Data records
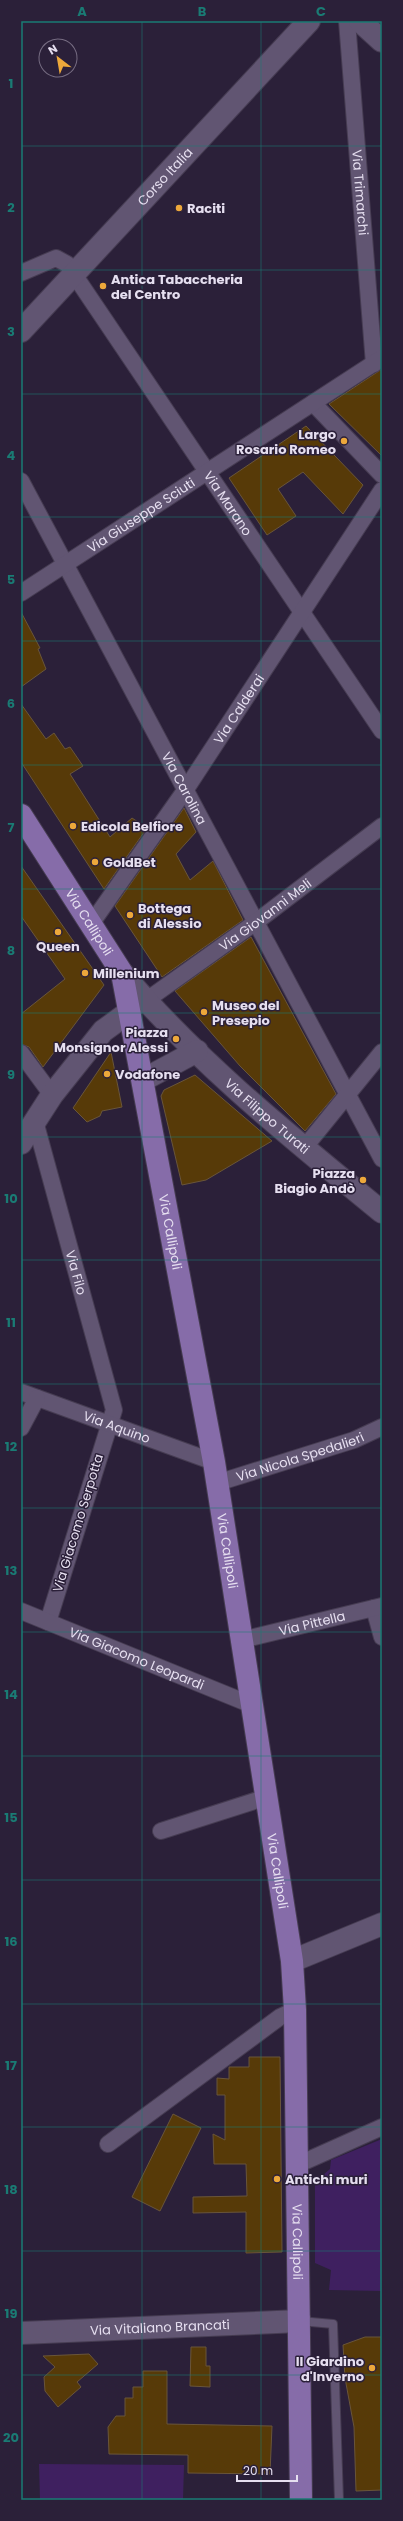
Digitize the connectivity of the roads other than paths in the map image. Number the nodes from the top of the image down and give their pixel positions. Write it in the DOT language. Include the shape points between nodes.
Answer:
graph roads {
  1 [pos="309,21"];
  2 [pos="347,21"];
  3 [pos="360,21"];
  4 [pos="382,41"];
  5 [pos="21,273"];
  6 [pos="73,276"];
  7 [pos="21,332"];
  8 [pos="378,361"];
  9 [pos="313,403"];
  10 [pos="208,473"];
  11 [pos="382,475"];
  12 [pos="21,481"];
  13 [pos="382,490"];
  14 [pos="65,565"];
  15 [pos="21,593"];
  16 [pos="301,613"];
  17 [pos="382,731"];
  18 [pos="186,789"];
  19 [pos="21,815"];
  20 [pos="382,826"];
  21 [pos="256,922"];
  22 [pos="91,924"];
  23 [pos="137,1007"];
  24 [pos="382,1052"];
  25 [pos="21,1053"];
  26 [pos="204,1057"];
  27 [pos="143,1080"];
  28 [pos="52,1095"];
  29 [pos="349,1095"];
  30 [pos="35,1121"];
  31 [pos="21,1143"];
  32 [pos="304,1148"];
  33 [pos="382,1159"];
  34 [pos="382,1212"];
  35 [pos="21,1392"];
  36 [pos="37,1398"];
  37 [pos="108,1424"];
  38 [pos="382,1427"];
  39 [pos="21,1428"];
  40 [pos="214,1462"];
  41 [pos="217,1484"];
  42 [pos="378,1607"];
  43 [pos="21,1611"];
  44 [pos="48,1622"];
  45 [pos="382,1637"];
  46 [pos="242,1640"];
  47 [pos="252,1705"];
  48 [pos="267,1797"];
  49 [pos="161,1831"];
  50 [pos="382,1924"];
  51 [pos="292,1961"];
  52 [pos="295,2010"];
  53 [pos="382,2127"];
  54 [pos="108,2144"];
  55 [pos="297,2165"];
  56 [pos="300,2321"];
  57 [pos="21,2332"];
  58 [pos="301,2500"];
  59 [pos="339,2500"];
  1 -- 6 [label="street, Corso Italia"];
  2 -- 8 [label="street, Via Trimarchi"];
  3 -- 4 [label="street"];
  5 -- 6 [label="street, Via Marano" via="56,258 67,264"];
  6 -- 7 [label="street, Corso Italia"];
  6 -- 10 [label="street, Via Marano"];
  8 -- 9 [label="street, Via Giuseppe Sciuti"];
  9 -- 10 [label="street, Via Giuseppe Sciuti"];
  9 -- 11 [label="street"];
  10 -- 14 [label="street, Via Giuseppe Sciuti"];
  10 -- 16 [label="street, Via Marano"];
  12 -- 14 [label="street, Via Carolina"];
  13 -- 16 [label="street, Via Calderai"];
  14 -- 15 [label="street, Via Giuseppe Sciuti"];
  14 -- 18 [label="street, Via Carolina"];
  16 -- 17 [label="street, Via Marano"];
  16 -- 18 [label="street, Via Calderai"];
  18 -- 21 [label="street, Via Carolina"];
  18 -- 22 [label="street, Via Calderai"];
  19 -- 22 [label="main road, Via Callipoli"];
  20 -- 21 [label="street, Via Giovanni Meli"];
  21 -- 23 [label="street, Via Giovanni Meli"];
  21 -- 29 [label="street, Via Carolina"];
  22 -- 23 [label="main road, Via Callipoli" via="122,973"];
  23 -- 26 [label="street, Via Filippo Turati"];
  23 -- 27 [label="main road, Via Callipoli"];
  23 -- 28 [label="street" via="103,1031"];
  24 -- 29 [label="street"];
  25 -- 28 [label="street"];
  26 -- 27 [label="street"];
  26 -- 32 [label="street, Via Filippo Turati"];
  27 -- 40 [label="main road, Via Callipoli"];
  28 -- 30 [label="street"];
  29 -- 32 [label="street"];
  29 -- 33 [label="street, Via Carolina"];
  30 -- 31 [label="street"];
  30 -- 37 [label="street, Via Filo" via="114,1410"];
  32 -- 34 [label="street, Via Filippo Turati"];
  35 -- 36 [label="street, Via Aquino"];
  36 -- 37 [label="street, Via Aquino"];
  36 -- 39 [label="street"];
  37 -- 40 [label="street, Via Aquino"];
  37 -- 44 [label="street, Via Giacomo Serpotta"];
  38 -- 41 [label="street, Via Nicola Spedalieri" via="354,1440"];
  40 -- 41 [label="main road, Via Callipoli"];
  41 -- 46 [label="main road, Via Callipoli"];
  42 -- 45 [label="street"];
  42 -- 46 [label="street, Via Pittella"];
  43 -- 44 [label="street, Via Giacomo Leopardi"];
  44 -- 47 [label="street, Via Giacomo Leopardi"];
  46 -- 47 [label="main road, Via Callipoli"];
  47 -- 48 [label="main road, Via Callipoli"];
  48 -- 49 [label="street"];
  48 -- 51 [label="main road, Via Callipoli"];
  50 -- 51 [label="street"];
  51 -- 52 [label="main road, Via Callipoli"];
  52 -- 54 [label="street" via="280,2017"];
  52 -- 55 [label="main road, Via Callipoli"];
  53 -- 55 [label="street"];
  55 -- 56 [label="main road, Via Callipoli"];
  56 -- 57 [label="street, Via Vitaliano Brancati"];
  56 -- 58 [label="main road, Via Callipoli"];
  56 -- 59 [label="lane" via="333,2324"];
}
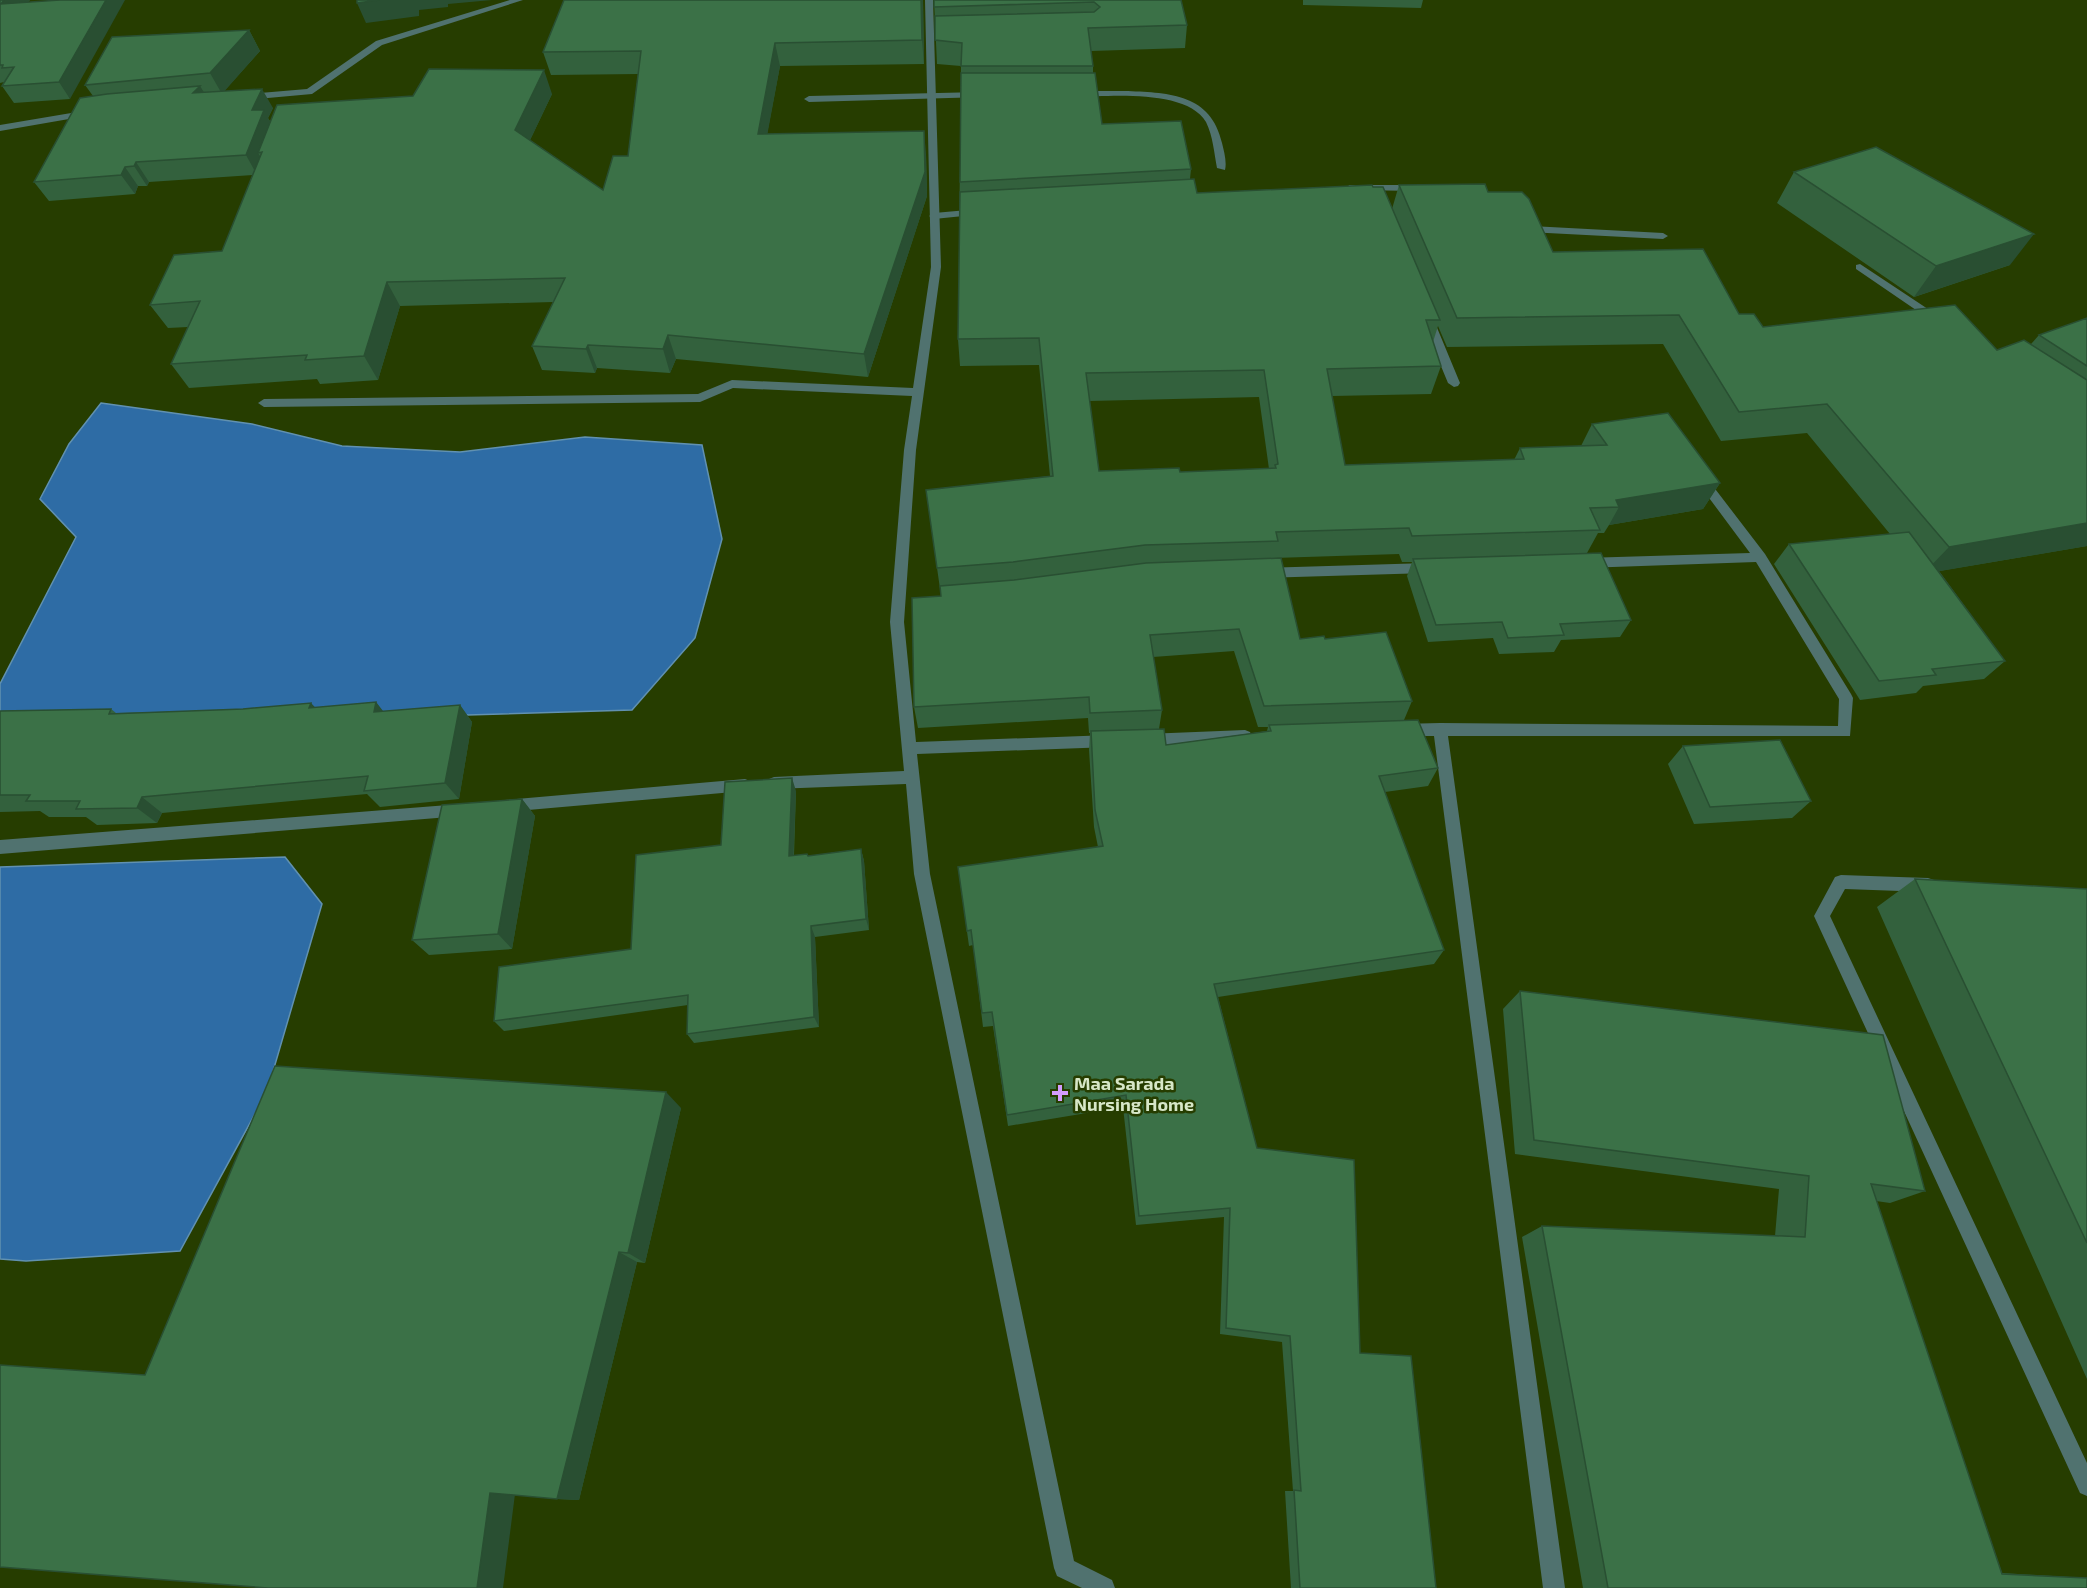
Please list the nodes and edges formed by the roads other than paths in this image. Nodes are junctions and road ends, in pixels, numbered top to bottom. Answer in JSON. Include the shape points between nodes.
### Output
{"nodes":[{"id":1,"x":519,"y":0,"type":"edge"},
{"id":2,"x":929,"y":0,"type":"edge"},
{"id":3,"x":1064,"y":94,"type":"edge"},
{"id":4,"x":933,"y":95,"type":"junction"},
{"id":5,"x":995,"y":95,"type":"edge"},
{"id":6,"x":240,"y":97,"type":"edge"},
{"id":7,"x":809,"y":99,"type":"dead end"},
{"id":8,"x":97,"y":112,"type":"edge"},
{"id":9,"x":24,"y":124,"type":"junction"},
{"id":10,"x":0,"y":128,"type":"edge"},
{"id":11,"x":0,"y":139,"type":"edge"},
{"id":12,"x":1222,"y":168,"type":"dead end"},
{"id":13,"x":1426,"y":188,"type":"edge"},
{"id":14,"x":1336,"y":189,"type":"edge"},
{"id":15,"x":996,"y":211,"type":"edge"},
{"id":16,"x":1514,"y":214,"type":"edge"},
{"id":17,"x":934,"y":216,"type":"junction"},
{"id":18,"x":1663,"y":236,"type":"dead end"},
{"id":19,"x":1860,"y":267,"type":"dead end"},
{"id":20,"x":1421,"y":306,"type":"edge"},
{"id":21,"x":1949,"y":327,"type":"edge"},
{"id":22,"x":1454,"y":383,"type":"dead end"},
{"id":23,"x":918,"y":392,"type":"junction"},
{"id":24,"x":264,"y":403,"type":"dead end"},
{"id":25,"x":1693,"y":468,"type":"edge"},
{"id":26,"x":1760,"y":557,"type":"junction"},
{"id":27,"x":1570,"y":563,"type":"edge"},
{"id":28,"x":1439,"y":567,"type":"edge"},
{"id":29,"x":1250,"y":574,"type":"edge"},
{"id":30,"x":1440,"y":729,"type":"junction"},
{"id":31,"x":1381,"y":731,"type":"edge"},
{"id":32,"x":1263,"y":735,"type":"edge"},
{"id":33,"x":909,"y":748,"type":"junction"},
{"id":34,"x":912,"y":777,"type":"junction"},
{"id":35,"x":0,"y":847,"type":"edge"},
{"id":36,"x":1950,"y":886,"type":"edge"},
{"id":37,"x":2087,"y":1486,"type":"edge"},
{"id":38,"x":1104,"y":1588,"type":"edge"},
{"id":39,"x":1554,"y":1588,"type":"edge"}],
"edges":[{"from":1,"to":6,"type":"street","via":[[379,43],[305,97]]},
{"from":2,"to":4,"type":"street","via":[[936,35]]},
{"from":3,"to":12,"type":"street","via":[[1143,94],[1189,104],[1209,119]]},
{"from":4,"to":5,"type":"street"},
{"from":4,"to":7,"type":"street"},
{"from":4,"to":17,"type":"street"},
{"from":8,"to":9,"type":"street"},
{"from":9,"to":10,"type":"street"},
{"from":9,"to":11,"type":"street"},
{"from":13,"to":14,"type":"street"},
{"from":15,"to":17,"type":"street"},
{"from":16,"to":18,"type":"street","via":[[1528,229]]},
{"from":17,"to":23,"type":"street","via":[[936,267]]},
{"from":19,"to":21,"type":"street"},
{"from":20,"to":22,"type":"street"},
{"from":23,"to":24,"type":"street","via":[[732,384],[700,398]]},
{"from":23,"to":33,"type":"street","via":[[910,450],[905,604],[897,622]]},
{"from":25,"to":26,"type":"street"},
{"from":26,"to":27,"type":"street"},
{"from":26,"to":30,"type":"street","via":[[1846,698],[1845,732]]},
{"from":28,"to":29,"type":"street"},
{"from":30,"to":31,"type":"street"},
{"from":30,"to":39,"type":"street"},
{"from":32,"to":33,"type":"street"},
{"from":33,"to":34,"type":"street"},
{"from":34,"to":35,"type":"street","via":[[742,785]]},
{"from":34,"to":38,"type":"street","via":[[922,874],[1065,1568]]},
{"from":36,"to":37,"type":"street","via":[[1841,882],[1822,916]]}]}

ACTION ITEM
Isolate the lines above that contain the word "image" and copy them.

EXERCISE RESULT
Digitize the connectivity of the roads other than paths in the map image. Number the nodes from the top of the image down and give their pixel positions. Write it in the DOT language. Include the shape points between nodes.
Please list the nodes and edges formed by the roads other than paths in this image. Nodes are junctions and road ends, in pixels, numbered top to bottom. Answer in JSON. Include the shape points between nodes.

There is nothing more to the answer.